## [Information]
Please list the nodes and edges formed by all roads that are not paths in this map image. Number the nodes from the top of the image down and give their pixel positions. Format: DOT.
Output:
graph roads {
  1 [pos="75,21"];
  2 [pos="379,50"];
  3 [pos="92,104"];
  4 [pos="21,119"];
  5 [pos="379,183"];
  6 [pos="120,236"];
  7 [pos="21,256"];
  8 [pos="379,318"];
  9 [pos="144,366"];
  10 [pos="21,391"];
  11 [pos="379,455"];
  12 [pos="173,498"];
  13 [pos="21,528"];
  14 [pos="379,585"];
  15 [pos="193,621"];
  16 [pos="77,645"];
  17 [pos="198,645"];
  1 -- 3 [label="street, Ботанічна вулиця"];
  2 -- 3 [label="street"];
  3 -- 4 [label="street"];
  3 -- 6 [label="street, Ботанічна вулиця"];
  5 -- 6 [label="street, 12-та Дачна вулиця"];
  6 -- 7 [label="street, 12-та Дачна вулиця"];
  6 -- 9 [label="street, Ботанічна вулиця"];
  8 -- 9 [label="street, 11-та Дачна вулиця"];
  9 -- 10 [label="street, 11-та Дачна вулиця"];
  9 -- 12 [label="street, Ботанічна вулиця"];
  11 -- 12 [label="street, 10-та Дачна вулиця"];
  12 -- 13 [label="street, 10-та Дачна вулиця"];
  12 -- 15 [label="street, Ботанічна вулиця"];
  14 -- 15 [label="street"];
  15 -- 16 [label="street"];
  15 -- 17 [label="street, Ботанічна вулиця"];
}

...

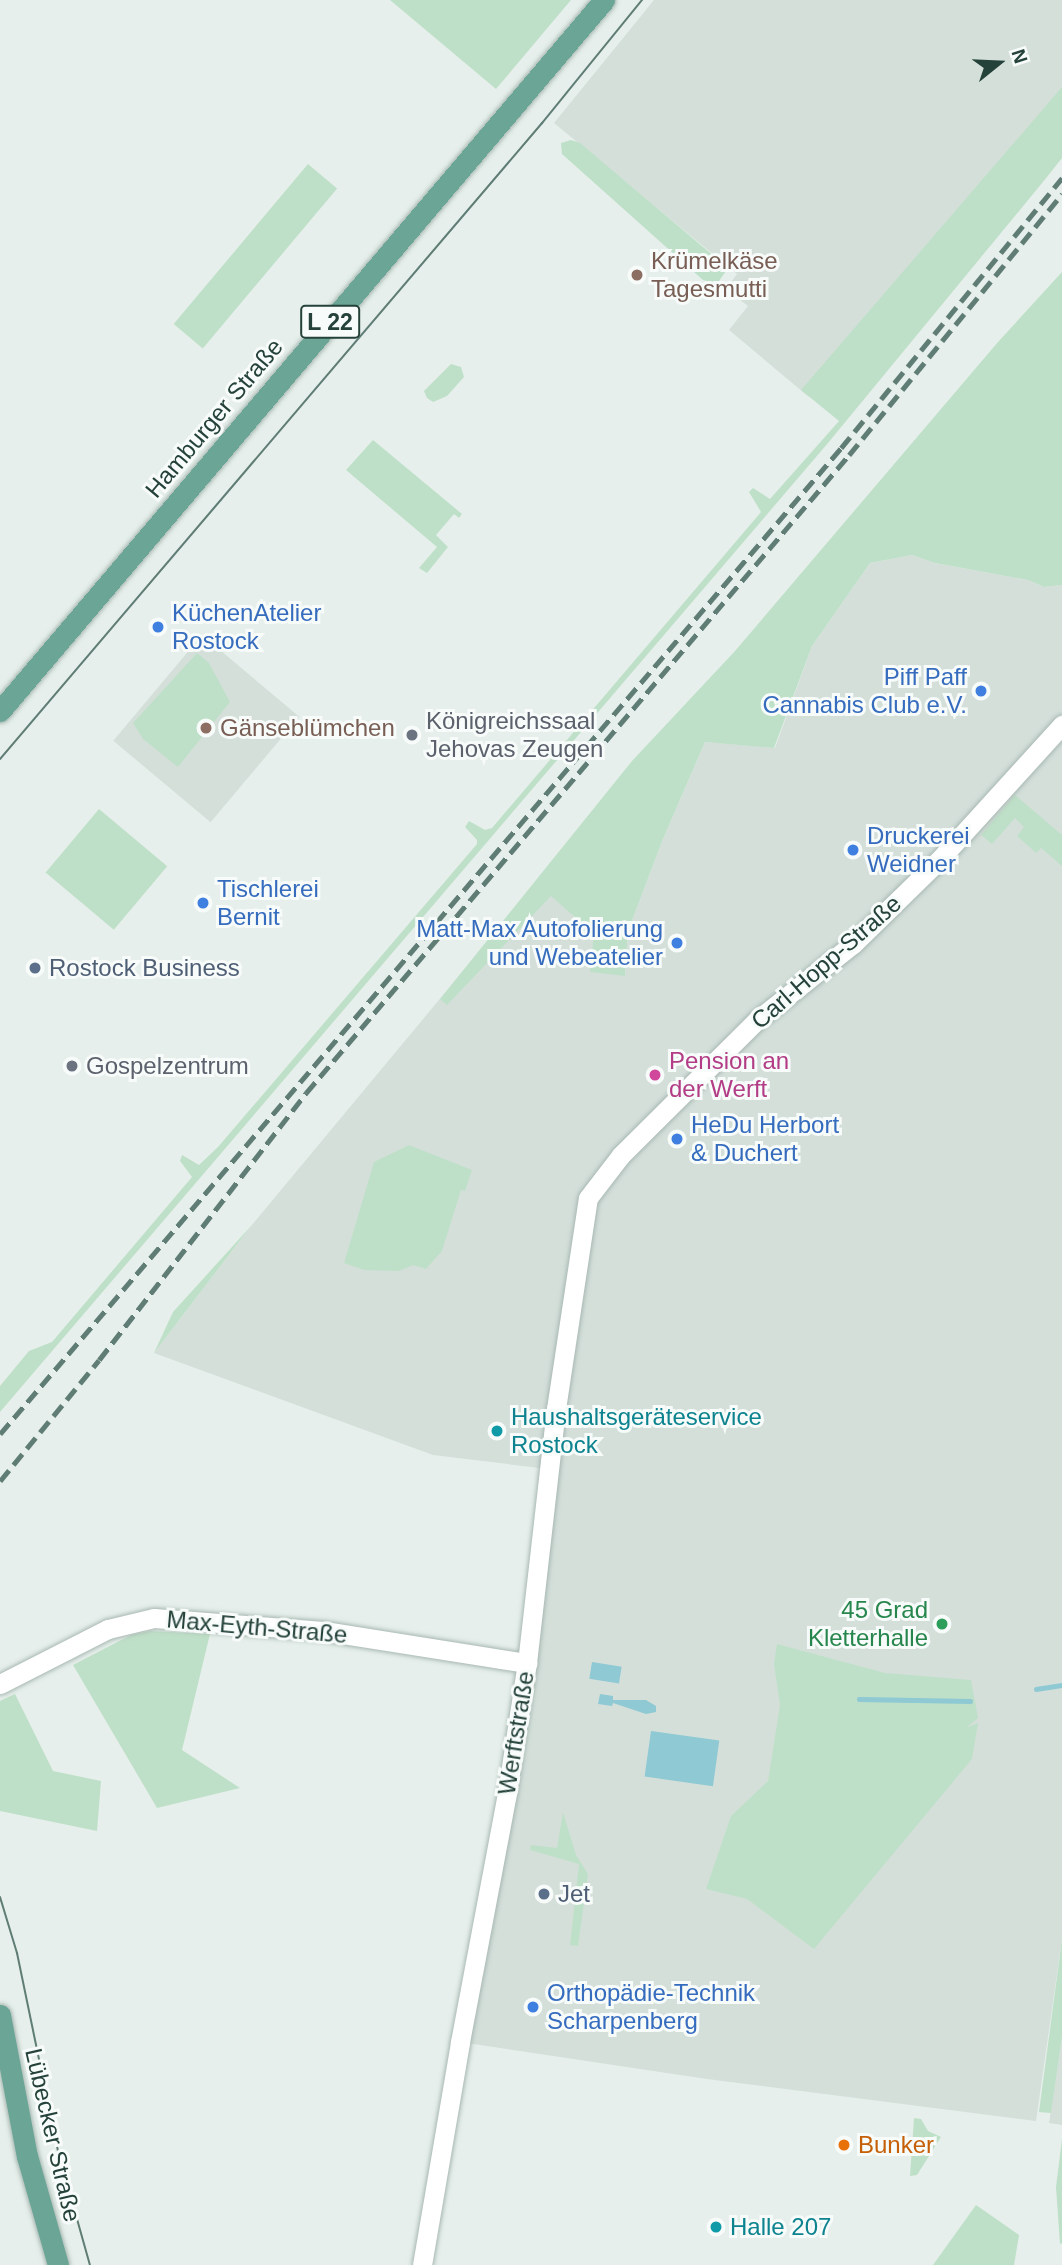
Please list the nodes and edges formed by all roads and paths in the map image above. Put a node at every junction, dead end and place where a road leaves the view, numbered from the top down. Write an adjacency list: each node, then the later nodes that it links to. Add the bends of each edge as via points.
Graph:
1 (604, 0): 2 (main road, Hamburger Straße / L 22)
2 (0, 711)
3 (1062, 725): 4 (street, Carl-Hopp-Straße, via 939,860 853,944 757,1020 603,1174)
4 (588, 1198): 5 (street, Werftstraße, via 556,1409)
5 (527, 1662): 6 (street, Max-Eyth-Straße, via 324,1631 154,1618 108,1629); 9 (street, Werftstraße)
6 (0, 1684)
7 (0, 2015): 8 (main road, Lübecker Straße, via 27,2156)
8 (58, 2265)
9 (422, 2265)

## [Task requirements]
Lines containing the word "Please": copy every one of them from the records above.

## [Exercise solution]
Please list the nodes and edges formed by all roads that are not paths in this map image. Number the nodes from the top of the image down and give their pixel positions. Format: DOT.
Please list the nodes and edges formed by all roads and paths in the map image above. Put a node at every junction, dead end and place where a road leaves the view, numbered from the top down. Write an adjacency list: each node, then the later nodes that it links to. Add the bends of each edge as via points.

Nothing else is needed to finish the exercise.